Exercise prompt:
In the data that follows, give the number of lines containing the word "edges". Offer no additional comment.

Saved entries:
——

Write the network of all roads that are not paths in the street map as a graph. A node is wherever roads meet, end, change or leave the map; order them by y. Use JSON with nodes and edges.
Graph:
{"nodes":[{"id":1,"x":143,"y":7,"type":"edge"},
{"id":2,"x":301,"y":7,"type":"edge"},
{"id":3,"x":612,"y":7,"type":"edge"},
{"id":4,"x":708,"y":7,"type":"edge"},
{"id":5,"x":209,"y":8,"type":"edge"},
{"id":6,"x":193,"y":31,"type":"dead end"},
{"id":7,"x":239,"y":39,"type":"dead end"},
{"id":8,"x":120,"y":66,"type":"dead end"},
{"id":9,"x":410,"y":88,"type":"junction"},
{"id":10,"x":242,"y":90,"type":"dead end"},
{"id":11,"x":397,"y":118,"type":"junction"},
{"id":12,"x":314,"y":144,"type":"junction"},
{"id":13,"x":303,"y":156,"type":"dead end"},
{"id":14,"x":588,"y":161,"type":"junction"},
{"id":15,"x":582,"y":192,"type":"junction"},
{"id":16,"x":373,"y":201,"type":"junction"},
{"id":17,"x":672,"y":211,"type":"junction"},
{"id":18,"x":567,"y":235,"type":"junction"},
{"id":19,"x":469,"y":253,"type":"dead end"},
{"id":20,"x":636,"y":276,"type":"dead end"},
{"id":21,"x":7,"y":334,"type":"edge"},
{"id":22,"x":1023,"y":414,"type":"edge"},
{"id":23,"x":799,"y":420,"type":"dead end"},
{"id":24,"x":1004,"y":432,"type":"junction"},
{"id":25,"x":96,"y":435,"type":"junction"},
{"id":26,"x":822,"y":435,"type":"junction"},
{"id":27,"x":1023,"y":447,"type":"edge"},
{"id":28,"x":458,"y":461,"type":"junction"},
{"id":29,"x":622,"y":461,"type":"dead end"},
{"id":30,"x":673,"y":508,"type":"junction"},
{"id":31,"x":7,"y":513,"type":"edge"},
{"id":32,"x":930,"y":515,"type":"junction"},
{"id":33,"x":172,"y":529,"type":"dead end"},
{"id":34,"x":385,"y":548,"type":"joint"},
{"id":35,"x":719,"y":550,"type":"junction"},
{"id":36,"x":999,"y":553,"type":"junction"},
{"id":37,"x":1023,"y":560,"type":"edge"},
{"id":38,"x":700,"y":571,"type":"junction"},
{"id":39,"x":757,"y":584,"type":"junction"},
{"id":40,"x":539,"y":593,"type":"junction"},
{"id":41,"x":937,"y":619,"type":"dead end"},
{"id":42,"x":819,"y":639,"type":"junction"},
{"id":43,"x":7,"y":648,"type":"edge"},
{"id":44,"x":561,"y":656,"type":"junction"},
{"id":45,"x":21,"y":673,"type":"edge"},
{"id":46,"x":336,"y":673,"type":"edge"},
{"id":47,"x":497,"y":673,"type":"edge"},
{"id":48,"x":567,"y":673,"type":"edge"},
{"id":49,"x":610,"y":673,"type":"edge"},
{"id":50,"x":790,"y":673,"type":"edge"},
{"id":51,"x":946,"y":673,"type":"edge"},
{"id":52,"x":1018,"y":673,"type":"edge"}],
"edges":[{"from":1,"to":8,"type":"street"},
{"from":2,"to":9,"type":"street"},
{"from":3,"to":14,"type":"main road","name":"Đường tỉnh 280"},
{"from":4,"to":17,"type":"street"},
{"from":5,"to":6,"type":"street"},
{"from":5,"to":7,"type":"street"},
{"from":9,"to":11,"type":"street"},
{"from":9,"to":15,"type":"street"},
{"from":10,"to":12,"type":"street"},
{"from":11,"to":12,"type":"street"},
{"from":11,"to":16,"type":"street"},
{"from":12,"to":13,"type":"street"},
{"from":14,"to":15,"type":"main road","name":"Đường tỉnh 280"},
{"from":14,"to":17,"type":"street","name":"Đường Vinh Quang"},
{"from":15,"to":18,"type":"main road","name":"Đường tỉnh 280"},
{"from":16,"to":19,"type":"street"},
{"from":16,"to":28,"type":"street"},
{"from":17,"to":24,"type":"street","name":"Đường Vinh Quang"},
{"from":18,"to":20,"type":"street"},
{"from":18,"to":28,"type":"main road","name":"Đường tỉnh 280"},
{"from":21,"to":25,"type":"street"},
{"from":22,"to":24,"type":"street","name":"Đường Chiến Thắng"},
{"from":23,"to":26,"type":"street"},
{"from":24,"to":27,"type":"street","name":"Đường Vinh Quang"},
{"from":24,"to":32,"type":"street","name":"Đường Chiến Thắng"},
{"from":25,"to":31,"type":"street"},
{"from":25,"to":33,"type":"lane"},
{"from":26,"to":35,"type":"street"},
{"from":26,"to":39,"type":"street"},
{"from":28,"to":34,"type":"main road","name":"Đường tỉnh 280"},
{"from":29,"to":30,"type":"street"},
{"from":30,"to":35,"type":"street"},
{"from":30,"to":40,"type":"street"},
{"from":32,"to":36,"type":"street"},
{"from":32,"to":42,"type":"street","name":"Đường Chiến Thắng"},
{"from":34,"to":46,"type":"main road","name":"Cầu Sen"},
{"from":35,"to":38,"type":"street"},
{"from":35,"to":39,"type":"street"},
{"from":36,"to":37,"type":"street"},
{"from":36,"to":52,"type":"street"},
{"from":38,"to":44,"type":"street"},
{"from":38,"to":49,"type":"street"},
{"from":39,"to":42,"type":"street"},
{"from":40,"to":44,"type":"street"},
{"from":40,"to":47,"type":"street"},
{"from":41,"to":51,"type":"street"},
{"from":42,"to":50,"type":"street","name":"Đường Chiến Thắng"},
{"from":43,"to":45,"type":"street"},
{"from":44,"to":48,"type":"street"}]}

——

Response:
2